Poke is a Hawaiian dish made out of fresh fish cut into small pieces and seasoned with soy sauce, ginger, green onion and sesame.  Traditionally it is made with ahi tuna but I've also tried it with red snapper and swordfish and it is equally delicious. You can serve the seasoned fish over a salad, in lettuce cups or cucumber rounds. I’m partial to cucumber rounds as they add a crunch texture. Because the fish is consumed raw, it should be very fresh and of the highest quality.
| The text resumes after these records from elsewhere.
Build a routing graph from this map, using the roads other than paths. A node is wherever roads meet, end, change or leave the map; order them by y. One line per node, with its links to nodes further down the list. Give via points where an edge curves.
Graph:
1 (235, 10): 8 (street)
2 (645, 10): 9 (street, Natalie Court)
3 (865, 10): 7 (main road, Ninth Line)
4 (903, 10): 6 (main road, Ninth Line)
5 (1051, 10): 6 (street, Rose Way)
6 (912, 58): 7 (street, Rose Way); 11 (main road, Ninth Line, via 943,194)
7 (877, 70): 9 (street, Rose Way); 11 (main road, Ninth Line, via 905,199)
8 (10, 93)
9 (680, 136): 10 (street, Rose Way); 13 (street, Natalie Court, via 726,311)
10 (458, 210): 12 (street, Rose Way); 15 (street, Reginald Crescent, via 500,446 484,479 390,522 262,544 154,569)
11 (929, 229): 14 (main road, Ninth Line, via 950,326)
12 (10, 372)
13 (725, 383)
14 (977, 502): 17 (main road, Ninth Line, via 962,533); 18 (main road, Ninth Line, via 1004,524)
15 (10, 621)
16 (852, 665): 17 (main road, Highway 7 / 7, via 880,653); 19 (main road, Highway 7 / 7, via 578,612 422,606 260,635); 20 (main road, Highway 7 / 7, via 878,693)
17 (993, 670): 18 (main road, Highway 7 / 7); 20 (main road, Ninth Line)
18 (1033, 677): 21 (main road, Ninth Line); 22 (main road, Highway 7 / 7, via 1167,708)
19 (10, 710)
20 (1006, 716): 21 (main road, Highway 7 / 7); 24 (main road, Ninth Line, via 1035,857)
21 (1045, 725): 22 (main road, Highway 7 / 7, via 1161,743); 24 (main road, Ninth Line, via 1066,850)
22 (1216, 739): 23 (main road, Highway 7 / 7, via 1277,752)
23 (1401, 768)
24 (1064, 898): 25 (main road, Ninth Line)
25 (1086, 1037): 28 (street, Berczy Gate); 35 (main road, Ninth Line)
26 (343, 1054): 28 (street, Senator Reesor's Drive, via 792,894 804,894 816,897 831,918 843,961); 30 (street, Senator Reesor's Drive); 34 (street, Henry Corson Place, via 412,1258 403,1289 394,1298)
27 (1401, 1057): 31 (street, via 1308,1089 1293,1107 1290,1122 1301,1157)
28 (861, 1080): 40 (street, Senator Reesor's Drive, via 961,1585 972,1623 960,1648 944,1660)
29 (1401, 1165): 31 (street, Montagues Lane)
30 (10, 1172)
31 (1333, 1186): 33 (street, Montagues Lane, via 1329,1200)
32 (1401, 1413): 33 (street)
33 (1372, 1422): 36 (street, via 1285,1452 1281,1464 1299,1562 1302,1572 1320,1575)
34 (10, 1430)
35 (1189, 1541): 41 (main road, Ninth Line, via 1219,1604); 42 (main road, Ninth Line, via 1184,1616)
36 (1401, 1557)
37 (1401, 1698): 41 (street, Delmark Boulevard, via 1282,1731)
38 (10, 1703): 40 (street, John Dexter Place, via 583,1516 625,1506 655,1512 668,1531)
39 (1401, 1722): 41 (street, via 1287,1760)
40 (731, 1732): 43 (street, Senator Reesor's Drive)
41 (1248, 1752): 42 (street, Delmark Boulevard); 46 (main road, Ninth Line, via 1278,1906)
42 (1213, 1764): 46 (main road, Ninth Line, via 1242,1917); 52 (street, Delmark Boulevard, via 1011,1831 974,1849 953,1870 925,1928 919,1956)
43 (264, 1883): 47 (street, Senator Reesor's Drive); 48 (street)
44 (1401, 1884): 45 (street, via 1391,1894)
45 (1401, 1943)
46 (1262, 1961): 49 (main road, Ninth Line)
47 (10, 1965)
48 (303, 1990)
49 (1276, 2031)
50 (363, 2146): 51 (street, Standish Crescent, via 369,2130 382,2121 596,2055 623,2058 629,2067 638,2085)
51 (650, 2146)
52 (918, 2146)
For me, this is the best dish when I'm looking for something light and fresh and full of flavor.

 

Serves 4

4 tablespoons finely chopped green onions, green and white parts

4 tablespoons soy sauce

1 teaspoon peeled and finely grated fresh ginger

3 teaspoons canola oil

1 teaspoon toasted sesame oil

2 clove garlic, minced

½  teaspoon sambal (or your favorite hot sauce), or to taste

1 pound sushi-grade Ahi tuna*, cut into ½-inch dice

½ English cucumber, peeled and very thinly sliced into rounds

1 tablespoon toasted sesame seeds

 

 

 

Combine the green onions, soy sauce, ginger, oils, garlic and sambal in a medium mixing bowl; stir to mix thoroughly.

Add the diced tuna and toss gently to thoroughly coat each piece. Cover and chill for 1 hour.

Arrange the cucumber slices on a chilled serving platter. Spoon the tuna on top of the cucumber slices. Garnish each with a sprinkling of sesame seeds. Serve immediately.